Jika otentikasi kunci diaktifkan, Anda dapat menggunakan metode get_keys ini untuk mengambil kunci autentikasi utama dan sekunder:

primary, secondary = service.get_keys()
print(primary)

Penting

Jika Anda perlu meregenerasi kunci, gunakan service.regen_key

Autentikasi dengan token

Untuk mengaktifkan autentikasi token, atur parameter token_auth_enabled=True saat Anda membuat atau memperbarui penyebaran. Contoh berikut mengaktifkan autentikasi token menggunakan SDK:

deployment_config = AksWebservice.deploy_configuration(cpu_cores=1, memory_gb=1, token_auth_enabled=True)

Jika autentikasi token diaktifkan, Anda dapat menggunakan metode get_token untuk mengambil token JWT dan waktu masa habis berlaku token tersebut:

token, refresh_by = service.get_token()
print(token)

Penting

Anda harus meminta token baru setelah waktu refresh_by token.

Microsoft sangat menyarankan agar Anda membuat ruang kerja Azure Machine Learning di wilayah yang sama dengan kluster Azure Kubernetes Service Anda. Untuk mengautentikasi dengan token, layanan web akan melakukan panggilan ke wilayah tempat ruang kerja Azure Machine Learning Anda dibuat. Jika wilayah ruang kerja Anda tidak tersedia, Anda tidak akan dapat mengambil token untuk layanan web, sekalipun kluster berada di wilayah yang berbeda dengan ruang kerja Anda. Hal ini secara efektif mengakibatkan Autentikasi berbasis Token tidak tersedia sampai wilayah ruang kerja Anda tersedia lagi. Selain itu, semakin jauh jarak antara wilayah kluster dengan wilayah ruang kerja Anda, semakin lama waktu yang diperlukan untuk mengambil token.

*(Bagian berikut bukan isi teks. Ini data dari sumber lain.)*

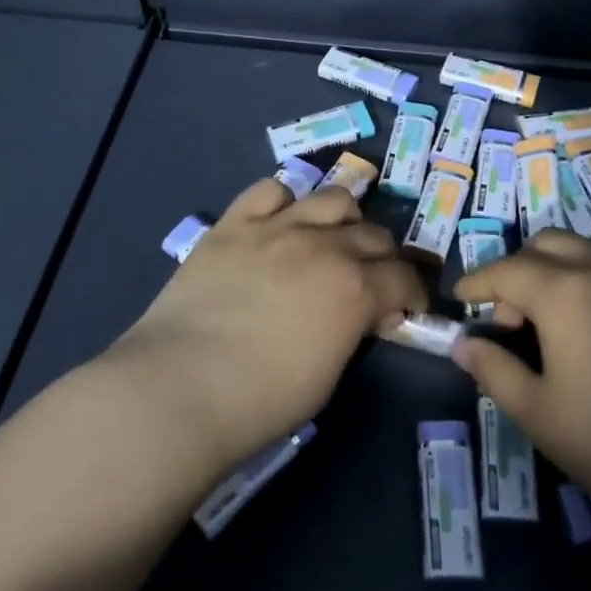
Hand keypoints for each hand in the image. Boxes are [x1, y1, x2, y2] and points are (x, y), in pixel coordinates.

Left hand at [113, 179, 426, 471]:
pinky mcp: (235, 223)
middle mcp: (324, 246)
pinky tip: (278, 224)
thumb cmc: (261, 401)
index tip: (405, 307)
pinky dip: (283, 203)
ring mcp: (277, 227)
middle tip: (370, 279)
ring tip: (330, 240)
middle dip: (382, 257)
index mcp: (355, 288)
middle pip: (374, 233)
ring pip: (332, 198)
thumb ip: (351, 329)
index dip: (412, 292)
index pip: (404, 277)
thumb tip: (359, 314)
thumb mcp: (328, 374)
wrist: (179, 388)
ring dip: (343, 219)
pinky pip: (270, 190)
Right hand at [453, 230, 590, 544]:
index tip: (460, 299)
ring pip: (589, 254)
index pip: (506, 270)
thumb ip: (494, 371)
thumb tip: (465, 344)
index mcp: (565, 292)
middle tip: (513, 319)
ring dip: (560, 274)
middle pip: (548, 244)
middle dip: (519, 268)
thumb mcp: (540, 415)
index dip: (477, 281)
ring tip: (558, 330)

Untuk mengambil token, Anda harus menggunakan Azure Machine Learning SDK atau perintah az ml service get-access-token.

Pemindaian Kerentanan

Azure Security Center memberikan pengelolaan keamanan terpadu dan perlindungan ancaman canggih di seluruh beban kerja cloud hibrida. Anda harus mengizinkan Azure Security Center untuk memindai sumber daya Anda dan mengikuti rekomendasinya. Untuk informasi selengkapnya, lihat integrasi Azure Kubernetes Service dengan Security Center.